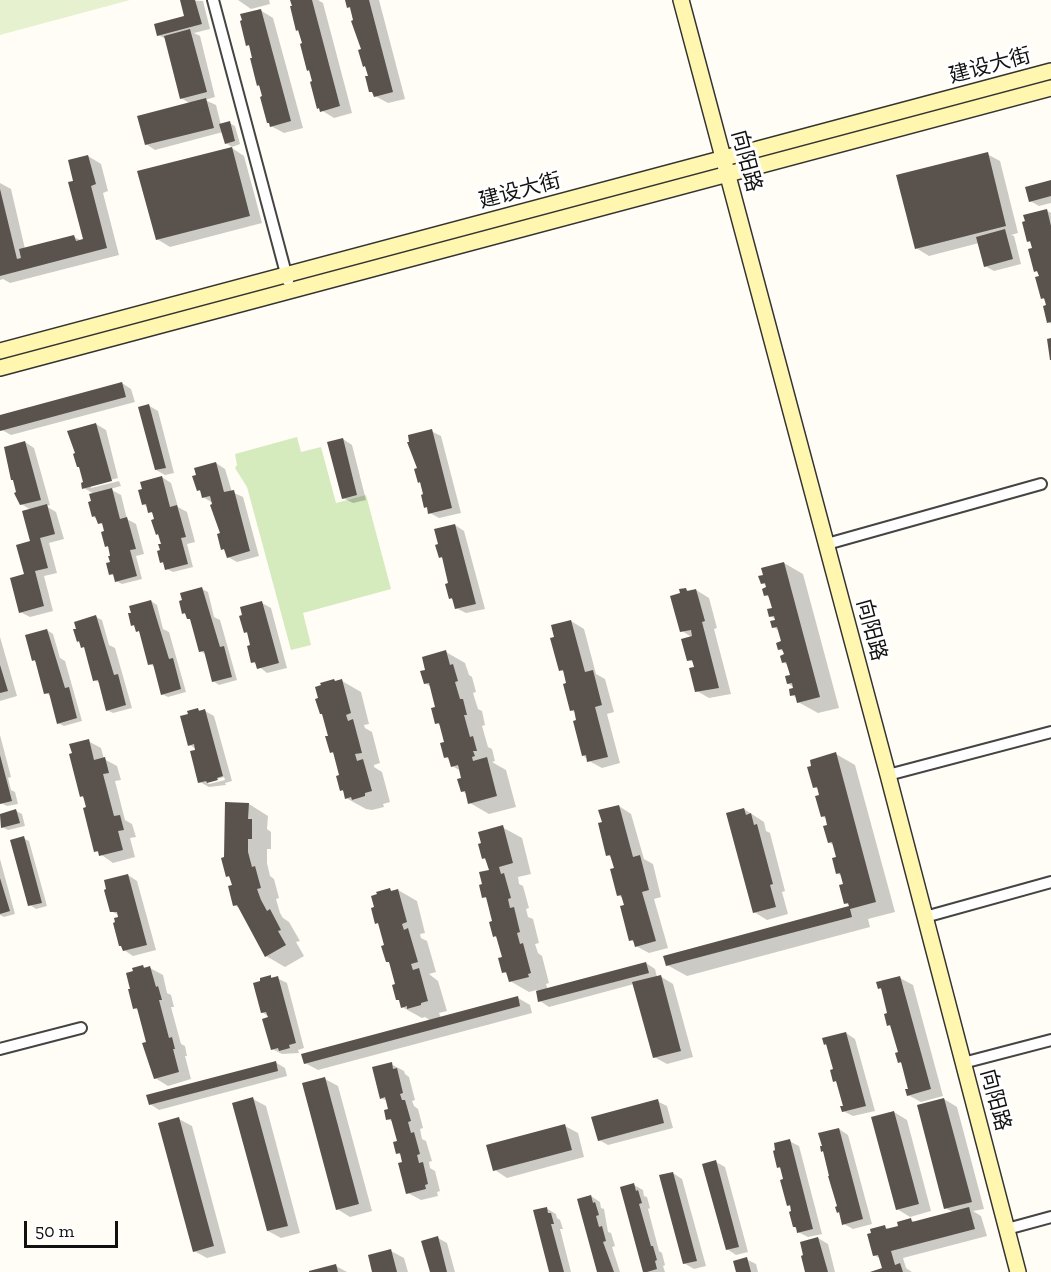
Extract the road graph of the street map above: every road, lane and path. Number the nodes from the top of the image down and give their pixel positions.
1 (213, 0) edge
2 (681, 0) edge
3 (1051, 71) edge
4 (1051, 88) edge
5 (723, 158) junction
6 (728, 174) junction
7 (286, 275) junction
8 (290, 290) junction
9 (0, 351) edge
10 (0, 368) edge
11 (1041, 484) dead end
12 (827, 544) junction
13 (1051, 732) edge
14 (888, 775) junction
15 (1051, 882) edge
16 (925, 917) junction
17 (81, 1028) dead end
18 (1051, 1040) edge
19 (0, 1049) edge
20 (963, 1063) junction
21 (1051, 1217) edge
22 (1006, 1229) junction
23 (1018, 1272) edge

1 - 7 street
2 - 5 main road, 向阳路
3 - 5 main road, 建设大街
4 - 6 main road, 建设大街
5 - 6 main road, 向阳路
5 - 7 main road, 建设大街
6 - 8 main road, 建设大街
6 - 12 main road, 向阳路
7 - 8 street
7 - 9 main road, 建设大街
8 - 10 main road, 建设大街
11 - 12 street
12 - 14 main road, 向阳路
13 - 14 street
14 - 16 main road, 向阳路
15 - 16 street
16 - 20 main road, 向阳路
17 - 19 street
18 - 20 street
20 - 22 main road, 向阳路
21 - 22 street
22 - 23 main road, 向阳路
_____
Output each entry above word for word. The pictures stay out.

◆ Answer space:
Extract the road graph of the street map above: every road, lane and path. Number the nodes from the top of the image down and give their pixel positions.
1 (213, 0) edge
2 (681, 0) edge
3 (1051, 71) edge
4 (1051, 88) edge
5 (723, 158) junction
6 (728, 174) junction
7 (286, 275) junction
8 (290, 290) junction
9 (0, 351) edge
10 (0, 368) edge
11 (1041, 484) dead end
12 (827, 544) junction
13 (1051, 732) edge
14 (888, 775) junction
15 (1051, 882) edge
16 (925, 917) junction
17 (81, 1028) dead end
18 (1051, 1040) edge
19 (0, 1049) edge
20 (963, 1063) junction
21 (1051, 1217) edge
22 (1006, 1229) junction
23 (1018, 1272) edge

1 - 7 street
2 - 5 main road, 向阳路
3 - 5 main road, 建设大街
4 - 6 main road, 建设大街
5 - 6 main road, 向阳路
5 - 7 main road, 建设大街
6 - 8 main road, 建设大街
6 - 12 main road, 向阳路
7 - 8 street
7 - 9 main road, 建设大街
8 - 10 main road, 建设大街
11 - 12 street
12 - 14 main road, 向阳路
13 - 14 street
14 - 16 main road, 向阳路
15 - 16 street
16 - 20 main road, 向阳路
17 - 19 street
18 - 20 street
20 - 22 main road, 向阳路
21 - 22 street
22 - 23 main road, 向阳路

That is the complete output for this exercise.